Ta książka to hit. Mogę szczerze powiedzieć, że najlepsza w tym roku którą czytałam. To skarbnica wiedzy w pigułce. Mówi o najważniejszym obecnie temacie na świecie, o ekologii i ratowaniu naszej planety.
Plastik fantastik? Już sam ironiczny tytuł jest aluzją. Całe nasze plastikowe życie skłania nas do dyskusji i przemyśleń. To edukacyjna książka dla dzieci o plastiku, recyklingu i ekologii.

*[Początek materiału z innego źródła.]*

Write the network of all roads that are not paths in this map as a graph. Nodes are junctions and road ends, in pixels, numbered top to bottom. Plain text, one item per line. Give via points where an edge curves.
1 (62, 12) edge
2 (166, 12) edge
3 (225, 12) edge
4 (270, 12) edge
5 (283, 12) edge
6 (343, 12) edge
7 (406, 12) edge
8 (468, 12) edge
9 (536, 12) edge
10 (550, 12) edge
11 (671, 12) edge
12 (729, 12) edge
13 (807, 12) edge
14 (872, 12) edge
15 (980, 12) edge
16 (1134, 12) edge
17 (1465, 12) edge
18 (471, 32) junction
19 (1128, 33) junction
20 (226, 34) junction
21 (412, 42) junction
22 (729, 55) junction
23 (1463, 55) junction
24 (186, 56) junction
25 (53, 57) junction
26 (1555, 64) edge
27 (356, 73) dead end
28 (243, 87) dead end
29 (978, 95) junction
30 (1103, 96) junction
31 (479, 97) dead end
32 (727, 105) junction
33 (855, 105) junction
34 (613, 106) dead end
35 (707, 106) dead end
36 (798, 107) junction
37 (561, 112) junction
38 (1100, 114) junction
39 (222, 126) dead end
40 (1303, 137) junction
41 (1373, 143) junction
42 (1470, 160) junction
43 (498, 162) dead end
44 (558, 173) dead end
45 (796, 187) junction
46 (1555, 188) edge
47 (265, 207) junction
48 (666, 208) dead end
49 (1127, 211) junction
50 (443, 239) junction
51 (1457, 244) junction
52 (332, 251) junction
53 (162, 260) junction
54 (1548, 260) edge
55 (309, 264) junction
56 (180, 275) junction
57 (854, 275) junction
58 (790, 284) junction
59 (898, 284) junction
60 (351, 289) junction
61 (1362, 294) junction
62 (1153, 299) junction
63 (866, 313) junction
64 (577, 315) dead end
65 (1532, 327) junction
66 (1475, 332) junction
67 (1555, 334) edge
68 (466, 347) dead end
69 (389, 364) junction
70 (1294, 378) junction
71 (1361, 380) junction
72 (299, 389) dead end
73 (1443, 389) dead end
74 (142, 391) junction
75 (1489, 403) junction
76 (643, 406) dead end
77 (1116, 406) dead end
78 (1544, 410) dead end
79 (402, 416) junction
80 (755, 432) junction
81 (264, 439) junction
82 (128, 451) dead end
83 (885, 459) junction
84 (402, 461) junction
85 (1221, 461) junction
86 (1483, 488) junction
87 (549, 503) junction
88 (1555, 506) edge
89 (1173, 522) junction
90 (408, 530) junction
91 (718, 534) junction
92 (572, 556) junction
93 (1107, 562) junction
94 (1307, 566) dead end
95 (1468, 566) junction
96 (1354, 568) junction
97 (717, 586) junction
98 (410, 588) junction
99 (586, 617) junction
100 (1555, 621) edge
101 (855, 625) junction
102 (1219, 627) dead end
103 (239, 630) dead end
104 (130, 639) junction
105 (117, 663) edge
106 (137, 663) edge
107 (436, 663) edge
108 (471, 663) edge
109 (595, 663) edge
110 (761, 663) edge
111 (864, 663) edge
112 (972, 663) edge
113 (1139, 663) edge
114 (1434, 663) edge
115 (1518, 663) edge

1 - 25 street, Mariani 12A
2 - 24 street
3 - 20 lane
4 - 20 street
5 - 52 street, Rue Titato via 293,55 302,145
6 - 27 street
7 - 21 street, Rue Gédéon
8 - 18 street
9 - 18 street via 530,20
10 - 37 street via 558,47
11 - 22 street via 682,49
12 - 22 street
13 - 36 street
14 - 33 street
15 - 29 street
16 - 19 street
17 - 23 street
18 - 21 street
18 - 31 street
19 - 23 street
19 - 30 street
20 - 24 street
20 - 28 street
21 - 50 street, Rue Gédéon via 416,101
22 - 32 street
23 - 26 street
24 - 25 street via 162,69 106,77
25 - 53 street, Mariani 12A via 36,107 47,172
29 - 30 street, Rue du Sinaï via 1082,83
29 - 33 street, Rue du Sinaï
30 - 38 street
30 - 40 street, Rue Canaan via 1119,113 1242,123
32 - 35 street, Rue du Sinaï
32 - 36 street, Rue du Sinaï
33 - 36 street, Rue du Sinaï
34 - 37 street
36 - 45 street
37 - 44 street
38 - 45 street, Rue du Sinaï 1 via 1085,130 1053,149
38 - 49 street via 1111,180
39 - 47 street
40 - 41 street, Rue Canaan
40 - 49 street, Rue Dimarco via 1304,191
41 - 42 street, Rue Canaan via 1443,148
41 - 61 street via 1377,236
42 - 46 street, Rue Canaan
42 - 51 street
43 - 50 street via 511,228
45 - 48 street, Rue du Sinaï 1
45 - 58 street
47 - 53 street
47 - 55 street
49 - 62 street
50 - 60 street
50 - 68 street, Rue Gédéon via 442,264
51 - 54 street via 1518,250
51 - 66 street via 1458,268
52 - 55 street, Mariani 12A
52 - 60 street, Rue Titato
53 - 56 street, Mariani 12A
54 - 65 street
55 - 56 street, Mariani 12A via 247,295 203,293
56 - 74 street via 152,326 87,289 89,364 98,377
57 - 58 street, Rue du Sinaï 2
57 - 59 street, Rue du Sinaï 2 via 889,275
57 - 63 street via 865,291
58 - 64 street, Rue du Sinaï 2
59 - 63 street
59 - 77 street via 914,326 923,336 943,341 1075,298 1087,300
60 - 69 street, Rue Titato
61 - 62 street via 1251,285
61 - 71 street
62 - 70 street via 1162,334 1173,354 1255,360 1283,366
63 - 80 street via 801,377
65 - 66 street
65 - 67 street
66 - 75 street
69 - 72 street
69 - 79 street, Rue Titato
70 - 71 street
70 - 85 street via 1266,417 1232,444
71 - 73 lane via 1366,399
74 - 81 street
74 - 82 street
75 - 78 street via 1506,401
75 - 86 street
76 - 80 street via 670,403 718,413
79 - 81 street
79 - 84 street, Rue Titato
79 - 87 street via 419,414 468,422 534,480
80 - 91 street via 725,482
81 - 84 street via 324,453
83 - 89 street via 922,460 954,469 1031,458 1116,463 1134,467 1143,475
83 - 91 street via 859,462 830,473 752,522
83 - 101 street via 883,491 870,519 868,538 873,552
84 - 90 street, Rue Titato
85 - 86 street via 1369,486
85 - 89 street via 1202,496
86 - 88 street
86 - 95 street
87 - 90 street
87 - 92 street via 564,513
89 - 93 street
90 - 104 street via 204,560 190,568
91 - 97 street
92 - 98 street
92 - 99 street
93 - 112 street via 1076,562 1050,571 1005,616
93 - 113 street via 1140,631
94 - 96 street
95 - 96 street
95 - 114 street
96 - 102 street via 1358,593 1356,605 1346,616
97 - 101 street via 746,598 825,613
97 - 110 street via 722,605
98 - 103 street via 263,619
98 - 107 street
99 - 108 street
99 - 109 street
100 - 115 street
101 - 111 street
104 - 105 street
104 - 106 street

Plastik jest lekki, dlatego tak chętnie jest wykorzystywany do wszystkiego. Ale jest jeden znaczący haczyk, rozkłada się od 100-1000lat, a zużywamy ok 280 ml ton plastikowych śmieci, które co roku trafiają na wysypiska. A TYLKO 9% odzyskujemy i zużywamy ponownie.
Spalanie plastiku, tak usuwa go ale opary są szalenie szkodliwe dla naszego zdrowia. Na Oceanie Spokojnym kest dryfująca wyspa, nazwana Wielką Pacyficzną Plamą Śmieci i już jest 5 razy większa niż Polska.
Zdecydowanie większa część naszego wygodnego życia jest plastikowa. Przytoczone w książce dane są zatrważające. Przyznajmy się, że z drwiną słuchamy informacji sugerujących nam ograniczenie zużycia plastiku w naszym codziennym życiu.
Mówią jedna osoba nic nie zmieni, pomyślało 30 milionów Polaków. A ile jest takich osób na świecie?
Zacznijmy od drobnostki, jak np. zakup filtra do wody i picie kranówki. Czy jeszcze łatwiej, bawełniane torby zamiast reklamówek. Woreczki z firanek zastępujące torebki foliowe na owoce, warzywa czy pieczywo. Ja tak robię od dłuższego czasu, w supermarkecie, na targu. A zakrętki widoczne na zdjęciu Mąż przyniósł mi z pracy, bo zbierają 😉
Muszę kupić mojemu chrześniakowi! To bardzo dobra inicjatywa – czasami mam wrażenie, ze dla dorosłych jest już za późno, ale jak się wychowaniem kolejne pokolenie z wrażliwością ekologiczną, to może coś z tego będzie!